The Idea Revolution is here, and it is here to stay. This short post argues that the computer, the internet, in a word, digital has sparked a revolution that will be the single most impactful event in human history. I have three main points. First, technological change happens extremely fast; faster, indeed, than some of us would like to admit. Second, digital expressions are in fact superior to their non-digital counterparts. Third, this Idea Revolution will cause a paradigm shift because, for the first time, ideas will reach everybody and everybody will reach for ideas.

There is too much talk today about “Book sales”, “CD Sales”, “DVD Sales”, “Record stores”, etc. In 1870, when steel had just become producible, America produced a paltry 30,500 tons of it. Meanwhile, America produced mountains of plain iron: over 1,000,000 tons annually. But within twenty years things had changed dramatically. Steel production had skyrocketed to 1,900,000 tons and less iron accounted for less than 1% of metal produced. A similar rapid technological replacement occured more recently. In 1980, vinyl records were still the dominant form of distributing music. But by 1990, there were kids who couldn’t tell you what an LP was; who couldn’t be bothered anyway because they were busy listening to their compact discs and walkmans. By 2000, some kids had forgotten what a Record Store was. The point is this: it is not radical, on the contrary, it is very rational, to predict that few paper books, compact discs, DVD’s, etc., will be produced by 2010. Deal with it. It’s not scary or magic. All you have to keep in mind is that the pace of technological change is amazing because it is driven by human beings, who are amazing. Any intelligent person solves hundreds of problems everyday, some minor and personal, some significant and societal. When you have a connected planet with hundreds-of-millions of intelligent people, you are going to have rapid technological change.

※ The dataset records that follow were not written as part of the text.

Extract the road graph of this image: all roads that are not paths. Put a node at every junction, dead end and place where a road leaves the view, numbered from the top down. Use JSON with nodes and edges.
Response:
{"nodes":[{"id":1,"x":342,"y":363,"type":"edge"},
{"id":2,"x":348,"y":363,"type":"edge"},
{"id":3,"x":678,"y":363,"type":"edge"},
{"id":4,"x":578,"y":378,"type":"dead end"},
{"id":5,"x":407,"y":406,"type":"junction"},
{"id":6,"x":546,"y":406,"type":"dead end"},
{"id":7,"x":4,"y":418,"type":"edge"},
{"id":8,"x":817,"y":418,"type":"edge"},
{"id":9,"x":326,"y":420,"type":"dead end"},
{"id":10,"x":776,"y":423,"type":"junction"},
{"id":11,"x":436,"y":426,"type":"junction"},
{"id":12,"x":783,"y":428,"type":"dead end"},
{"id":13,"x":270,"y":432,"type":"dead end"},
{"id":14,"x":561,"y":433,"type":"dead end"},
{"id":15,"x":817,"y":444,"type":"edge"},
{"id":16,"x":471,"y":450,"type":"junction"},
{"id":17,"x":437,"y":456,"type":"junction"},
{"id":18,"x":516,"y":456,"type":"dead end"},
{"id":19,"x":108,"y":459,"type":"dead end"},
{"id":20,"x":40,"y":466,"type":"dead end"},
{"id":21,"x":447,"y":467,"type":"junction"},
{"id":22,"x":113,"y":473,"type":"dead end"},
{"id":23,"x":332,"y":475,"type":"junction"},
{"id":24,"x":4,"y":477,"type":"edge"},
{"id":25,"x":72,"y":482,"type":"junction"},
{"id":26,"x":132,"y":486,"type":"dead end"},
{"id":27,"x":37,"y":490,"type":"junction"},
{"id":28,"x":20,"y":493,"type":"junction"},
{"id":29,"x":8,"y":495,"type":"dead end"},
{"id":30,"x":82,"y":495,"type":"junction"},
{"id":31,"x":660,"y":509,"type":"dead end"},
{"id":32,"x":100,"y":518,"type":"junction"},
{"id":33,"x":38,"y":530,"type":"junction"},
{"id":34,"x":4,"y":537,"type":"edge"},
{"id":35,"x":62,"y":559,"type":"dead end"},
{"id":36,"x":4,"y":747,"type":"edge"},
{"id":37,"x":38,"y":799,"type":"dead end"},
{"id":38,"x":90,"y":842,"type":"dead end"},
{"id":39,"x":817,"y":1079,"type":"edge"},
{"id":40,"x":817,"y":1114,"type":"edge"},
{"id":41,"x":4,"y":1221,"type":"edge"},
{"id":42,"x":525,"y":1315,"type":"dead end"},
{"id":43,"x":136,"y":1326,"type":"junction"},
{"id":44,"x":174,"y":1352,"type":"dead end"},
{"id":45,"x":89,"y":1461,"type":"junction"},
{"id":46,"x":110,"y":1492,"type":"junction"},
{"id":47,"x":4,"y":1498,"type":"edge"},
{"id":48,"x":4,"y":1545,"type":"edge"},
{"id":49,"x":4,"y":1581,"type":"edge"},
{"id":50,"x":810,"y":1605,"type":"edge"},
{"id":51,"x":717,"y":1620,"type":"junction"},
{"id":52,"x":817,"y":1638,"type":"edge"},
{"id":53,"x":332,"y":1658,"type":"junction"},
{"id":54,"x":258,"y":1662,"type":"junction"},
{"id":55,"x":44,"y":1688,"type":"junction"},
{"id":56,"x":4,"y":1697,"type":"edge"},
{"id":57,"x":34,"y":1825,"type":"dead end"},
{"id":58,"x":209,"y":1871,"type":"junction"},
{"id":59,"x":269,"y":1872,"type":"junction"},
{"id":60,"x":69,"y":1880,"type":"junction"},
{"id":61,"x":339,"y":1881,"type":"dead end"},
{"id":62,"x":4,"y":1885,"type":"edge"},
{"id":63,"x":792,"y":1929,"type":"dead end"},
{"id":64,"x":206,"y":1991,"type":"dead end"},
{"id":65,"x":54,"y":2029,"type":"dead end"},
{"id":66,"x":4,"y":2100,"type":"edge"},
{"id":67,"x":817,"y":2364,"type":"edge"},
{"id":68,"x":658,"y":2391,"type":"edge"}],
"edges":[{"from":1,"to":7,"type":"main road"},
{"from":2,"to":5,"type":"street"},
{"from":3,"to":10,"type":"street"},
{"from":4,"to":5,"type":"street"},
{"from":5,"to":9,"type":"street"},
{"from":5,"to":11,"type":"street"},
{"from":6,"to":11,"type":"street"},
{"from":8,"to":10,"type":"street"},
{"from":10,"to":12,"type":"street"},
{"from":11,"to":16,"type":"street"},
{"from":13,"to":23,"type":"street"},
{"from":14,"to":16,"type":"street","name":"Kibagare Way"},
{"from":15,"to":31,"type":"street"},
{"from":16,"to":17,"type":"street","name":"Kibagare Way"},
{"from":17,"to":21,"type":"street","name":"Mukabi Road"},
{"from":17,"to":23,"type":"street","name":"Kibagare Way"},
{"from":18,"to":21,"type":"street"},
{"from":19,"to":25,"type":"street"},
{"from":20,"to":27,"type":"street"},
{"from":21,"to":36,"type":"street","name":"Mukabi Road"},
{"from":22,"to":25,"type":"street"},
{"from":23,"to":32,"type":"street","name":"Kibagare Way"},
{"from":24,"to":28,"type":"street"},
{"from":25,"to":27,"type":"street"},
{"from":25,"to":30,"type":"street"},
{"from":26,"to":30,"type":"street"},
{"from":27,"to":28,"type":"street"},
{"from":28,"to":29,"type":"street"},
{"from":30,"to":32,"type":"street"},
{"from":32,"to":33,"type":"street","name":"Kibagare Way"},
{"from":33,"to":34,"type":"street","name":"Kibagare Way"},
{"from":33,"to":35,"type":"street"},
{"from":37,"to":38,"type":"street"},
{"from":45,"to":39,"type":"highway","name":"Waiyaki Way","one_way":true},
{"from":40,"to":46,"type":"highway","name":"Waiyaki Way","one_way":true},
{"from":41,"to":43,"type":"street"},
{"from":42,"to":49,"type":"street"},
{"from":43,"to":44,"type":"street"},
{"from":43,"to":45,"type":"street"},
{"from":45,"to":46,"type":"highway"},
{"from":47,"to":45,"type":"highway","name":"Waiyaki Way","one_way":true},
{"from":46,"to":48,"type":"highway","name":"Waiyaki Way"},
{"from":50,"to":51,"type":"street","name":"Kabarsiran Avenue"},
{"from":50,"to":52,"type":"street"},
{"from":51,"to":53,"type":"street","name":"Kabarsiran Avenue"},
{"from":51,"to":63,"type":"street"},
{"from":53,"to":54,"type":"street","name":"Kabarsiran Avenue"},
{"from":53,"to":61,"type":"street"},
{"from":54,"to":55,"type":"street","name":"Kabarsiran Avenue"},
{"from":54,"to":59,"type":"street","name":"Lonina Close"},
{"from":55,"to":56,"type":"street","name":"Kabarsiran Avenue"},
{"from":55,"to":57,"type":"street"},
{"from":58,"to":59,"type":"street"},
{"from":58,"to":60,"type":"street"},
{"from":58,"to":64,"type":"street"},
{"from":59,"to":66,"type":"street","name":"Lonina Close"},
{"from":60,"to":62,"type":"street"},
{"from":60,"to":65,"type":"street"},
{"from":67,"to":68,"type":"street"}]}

While most people are still under the delusion that ideas in digital form are somehow less valuable than ideas expressed on paper, disc, or other mediums—the opposite, more rational, belief is beginning to gain ground.
Expressions of ideas digitally via the computer and Internet are, in fact, superior to the same copies of those ideas on other mediums. Because of the technological constraints of the past, creators of ideas had to keep not two, but three things in mind: meaning, style, and then technological form. In other words, creators always had to consider how the actual physical form of the book or record affected their work. Back before the Digital Revolution, I could still produce a wonderful music composition but for the work’s sake, I had better make
sure it was about 74 minutes long, no more, no less. The Digital(including the Internet)Revolution has largely removed such artificial restrictions on creators imposed by physical media constraints. Take blogs for instance. Before the Digital Revolution, was there any way for such a massive amount of creators to publish shorter works to such a broad audience? Wikipedia is another example. Before the Digital Revolution, the constraints of physical media imposed severe hurdles to maintaining a true “Encyclopedia”. But the Digital Revolution has not just removed obstacles, not just created more freedoms, it has not just benefited creators. Consumers—viewers, listeners, readers, learners—also benefit a lot more from expressions in digital form than ancient physical
copies. Take ebooks for instance. Some people, of course, still find reading books on screens inferior due to poor screen quality and other factors(On a sidenote, we’ll mention that hardware can reasonably be expected to soon not only replicate the experience of reading a paperback, but surpass it). Regardless, even if there still remains value in printing books on paper, the extra value of having the same books in Digital Form still exists. You cannot instantly search a paper book for a specific word or quote. You cannot point to a word in a paper book and have an explanation or reference magically appear. You cannot mark up the paper book without marking it up forever. You cannot make the paper book instantly appear again if you forget it at home or lose it on the train. But maybe more importantly, you cannot escape in reading, the same physical constraints of the technological form that the author dealt with in writing. No idea is found only in one book. Likewise, you can learn every single idea in one book without every even reading a single word in that book. Books are, on the whole, cohesive arguments. But nevertheless, it is no act of sacrilege, nor of foolishness, to ignore the cohesiveness of a book and violate the physical constraints that it was written with. Quotes, excerpts, specific chapters, can be now—thanks to the Digital Age—pulled out of their physical chains, and used by readers in ways
never before possible. You could, for instance, learn economics by reading chapters of Adam Smith alongside chapters of Keynes. Don’t get me wrong, old medias will still have a place—just as plain iron still has a place and vinyl still has a place—but the digital, networked media is where 99%+ of our ideas and expressions will exist and be used. And I’m not talking at all about concerts or speeches or plays; simply about the non-live expressions of ideas. The technology of the Digital Age, has freed the non-live ideas and their expressions from the chains of the technology of the past. And because of it, ideas and expressions in Digital form are more valuable.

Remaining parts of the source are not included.